> Your goal
Since only the text is wanted, print every entry below exactly and omit the images.

BEGIN Supplied data

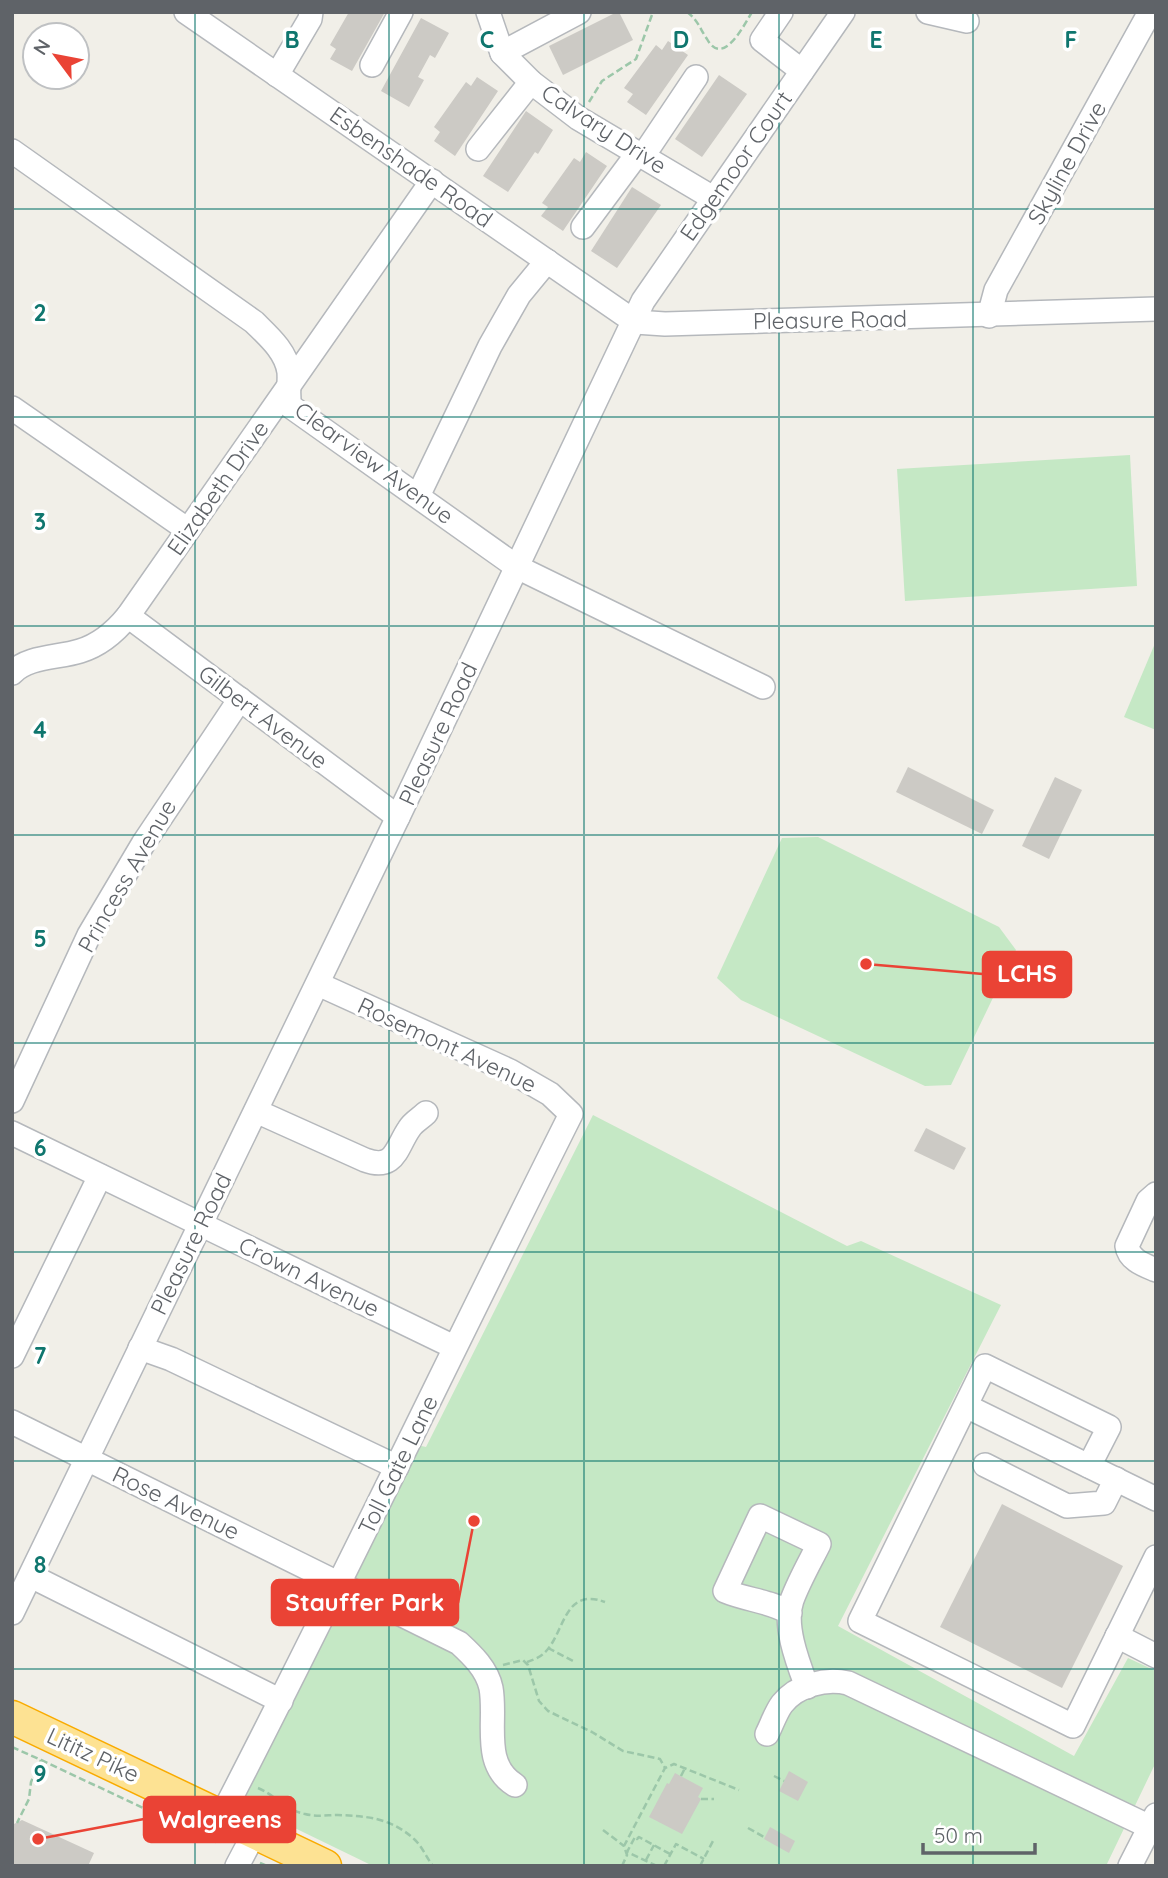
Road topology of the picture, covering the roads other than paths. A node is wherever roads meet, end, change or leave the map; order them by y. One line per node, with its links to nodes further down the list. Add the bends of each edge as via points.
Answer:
1 (311, 12): 14 (street)
2 (401, 12): 12 (street)
3 (488, 12): 11 (street, Calvary Drive)
4 (579, 12): 11 (street)
5 (781, 12): 13 (street, via 762,40)
6 (843, 12): 13 (street, Edgemoor Court)
7 (928, 12): 10 (street)
8 (1150, 12): 25 (street, Skyline Drive, via 996,290)
9 (198, 16): 14 (street, Esbenshade Road)
10 (967, 21)
11 (502, 53): 16 (street, Calvary Drive)
12 (372, 65)
13 (802, 71): 21 (street, Edgemoor Court)
14 (277, 75): 20 (street, Esbenshade Road)
15 (696, 77): 19 (street)
16 (531, 82): 17 (street); 19 (street, Calvary Drive)
17 (478, 149)
18 (12, 151): 27 (street, Clearview Avenue, via 254,321 284,357)
19 (640, 155): 21 (street, Calvary Drive); 22 (street)
20 (432, 181): 23 (street, Esbenshade Road); 27 (street, Elizabeth Drive)
21 (713, 198): 26 (street, Edgemoor Court, via 651,287)
22 (583, 227)
23 (547, 261): 26 (street, Esbenshade Road); 29 (street, via 519,295 490,346)
24 (1156, 309): 25 (street, Pleasure Road)
25 (989, 316): 26 (street, Pleasure Road)
26 (635, 322): 31 (street, Pleasure Road)
27 (288, 387): 29 (street, Clearview Avenue, via 290,406); 30 (street, Elizabeth Drive)
28 (12, 408): 30 (street)
29 (418, 496): 31 (street, Clearview Avenue)
30 (188, 530): 32 (street, Elizabeth Drive)
31 (517, 567): 34 (street, Clearview Avenue); 36 (street, Pleasure Road)
32 (128, 616): 33 (street, Elizabeth Drive, via 95,645); 35 (street, Gilbert Avenue)
33 (14, 666)
34 (763, 687)
35 (240, 699): 36 (street, Gilbert Avenue); 38 (street, Princess Avenue, via 150,833 89,935)
36 (398, 817): 37 (street, Pleasure Road)
37 (318, 984): 39 (street, Pleasure Road); 41 (street, Rosemont Avenue, via 510,1071 550,1094)
38 (12, 1101)
39 (256, 1111): 40 (street, via 380,1164 396,1153 411,1125); 45 (street, Pleasure Road)
40 (426, 1113)
41 (571, 1114): 47 (street, Toll Gate Lane)
42 (12, 1133): 43 (street, Crown Avenue)
43 (100, 1176): 45 (street, Crown Avenue); 49 (street)
44 (1156, 1195): 46 (street, via 1148,1201 1127,1246 1128,1254)
45 (201, 1225): 47 (street, Crown Avenue); 48 (street, Pleasure Road)
46 (1156, 1270)
47 (454, 1347): 55 (street, Toll Gate Lane)
48 (141, 1348): 52 (street, Pleasure Road); 55 (street)
49 (12, 1356)
50 (966, 1405): 54 (street); 54 (street, via 985,1366 1109,1427); 63 (street, via 860,1621 1073,1726)
51 (12, 1422): 52 (street, Rose Avenue)
52 (87, 1459): 59 (street, Rose Avenue); 60 (street, Pleasure Road)
53 (985, 1465): 56 (street, via 1068,1506 1104,1503)
54 (1088, 1466): 56 (street)
55 (397, 1467): 59 (street, Toll Gate Lane)
56 (1116, 1479): 57 (street)
57 (1156, 1499)
58 (1156, 1557): 63 (street)
59 (341, 1584): 66 (street, Toll Gate Lane); 69 (street, Rose Avenue, via 459,1643 477,1660 491,1686 494,1754 499,1770)
60 (22, 1585): 61 (street, Pleasure Road); 66 (street)
61 (12, 1613)
62 (790, 1613): 62 (street, via 791,1601 819,1544 760,1516 725,1591); 65 (street, via 794,1653)
63 (1117, 1636): 64 (street)
64 (1156, 1656)
65 (807, 1687): 68 (street, via 783,1703); 71 (street, via 833,1680 848,1683)
66 (281, 1701): 70 (street, Toll Gate Lane)
67 (12, 1717): 70 (highway, Lititz Pike)
68 (767, 1734)
69 (515, 1785)
70 (222, 1815): 72 (highway, Lititz Pike)
71 (1153, 1821): 75 (street)
72 (246, 1851): 73 (highway, Lititz Pike)
73 (278, 1860): 74 (highway, Lititz Pike)
74 (325, 1866)
75 (1130, 1866)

END Supplied data

> Output of the exercise
Road topology of the picture, covering the roads other than paths. A node is wherever roads meet, end, change or leave the map; order them by y. One line per node, with its links to nodes further down the list. Add the bends of each edge as via points.
Answer:
1 (311, 12): 14 (street)
2 (401, 12): 12 (street)
3 (488, 12): 11 (street, Calvary Drive)
4 (579, 12): 11 (street)
5 (781, 12): 13 (street, via 762,40)
6 (843, 12): 13 (street, Edgemoor Court)
7 (928, 12): 10 (street)
8 (1150, 12): 25 (street, Skyline Drive, via 996,290)
9 (198, 16): 14 (street, Esbenshade Road)
10 (967, 21)
11 (502, 53): 16 (street, Calvary Drive)
12 (372, 65)
13 (802, 71): 21 (street, Edgemoor Court)
14 (277, 75): 20 (street, Esbenshade Road)
15 (696, 77): 19 (street)
16 (531, 82): 17 (street); 19 (street, Calvary Drive)
17 (478, 149)
18 (12, 151): 27 (street, Clearview Avenue, via 254,321 284,357)
19 (640, 155): 21 (street, Calvary Drive); 22 (street)
20 (432, 181): 23 (street, Esbenshade Road); 27 (street, Elizabeth Drive)
21 (713, 198): 26 (street, Edgemoor Court, via 651,287)
22 (583, 227)
23 (547, 261): 26 (street, Esbenshade Road); 29 (street, via 519,295 490,346)
24 (1156, 309): 25 (street, Pleasure Road)
25 (989, 316): 26 (street, Pleasure Road)
26 (635, 322): 31 (street, Pleasure Road)
27 (288, 387): 29 (street, Clearview Avenue, via 290,406); 30 (street, Elizabeth Drive)
28 (12, 408): 30 (street)
29 (418, 496): 31 (street, Clearview Avenue)
30 (188, 530): 32 (street, Elizabeth Drive)
31 (517, 567): 34 (street, Clearview Avenue); 36 (street, Pleasure Road)
32 (128, 616): 33 (street, Elizabeth Drive, via 95,645); 35 (street, Gilbert Avenue)
33 (14, 666)
34 (763, 687)
35 (240, 699): 36 (street, Gilbert Avenue); 38 (street, Princess Avenue, via 150,833 89,935)
36 (398, 817): 37 (street, Pleasure Road)
37 (318, 984): 39 (street, Pleasure Road); 41 (street, Rosemont Avenue, via 510,1071 550,1094)
38 (12, 1101)
39 (256, 1111): 40 (street, via 380,1164 396,1153 411,1125); 45 (street, Pleasure Road)
40 (426, 1113)
41 (571, 1114): 47 (street, Toll Gate Lane)
42 (12, 1133): 43 (street, Crown Avenue)
43 (100, 1176): 45 (street, Crown Avenue); 49 (street)
44 (1156, 1195): 46 (street, via 1148,1201 1127,1246 1128,1254)
45 (201, 1225): 47 (street, Crown Avenue); 48 (street, Pleasure Road)
46 (1156, 1270)
47 (454, 1347): 55 (street, Toll Gate Lane)
48 (141, 1348): 52 (street, Pleasure Road); 55 (street)
49 (12, 1356)
50 (966, 1405): 54 (street); 54 (street, via 985,1366 1109,1427); 63 (street, via 860,1621 1073,1726)
51 (12, 1422): 52 (street, Rose Avenue)
52 (87, 1459): 59 (street, Rose Avenue); 60 (street, Pleasure Road)
53 (985, 1465): 56 (street, via 1068,1506 1104,1503)
54 (1088, 1466): 56 (street)
55 (397, 1467): 59 (street, Toll Gate Lane)
56 (1116, 1479): 57 (street)
57 (1156, 1499)
58 (1156, 1557): 63 (street)
59 (341, 1584): 66 (street, Toll Gate Lane); 69 (street, Rose Avenue, via 459,1643 477,1660 491,1686 494,1754 499,1770)
60 (22, 1585): 61 (street, Pleasure Road); 66 (street)
61 (12, 1613)
62 (790, 1613): 62 (street, via 791,1601 819,1544 760,1516 725,1591); 65 (street, via 794,1653)
63 (1117, 1636): 64 (street)
64 (1156, 1656)
65 (807, 1687): 68 (street, via 783,1703); 71 (street, via 833,1680 848,1683)
66 (281, 1701): 70 (street, Toll Gate Lane)
67 (12, 1717): 70 (highway, Lititz Pike)
68 (767, 1734)
69 (515, 1785)
70 (222, 1815): 72 (highway, Lititz Pike)
71 (1153, 1821): 75 (street)
72 (246, 1851): 73 (highway, Lititz Pike)
73 (278, 1860): 74 (highway, Lititz Pike)
74 (325, 1866)
75 (1130, 1866)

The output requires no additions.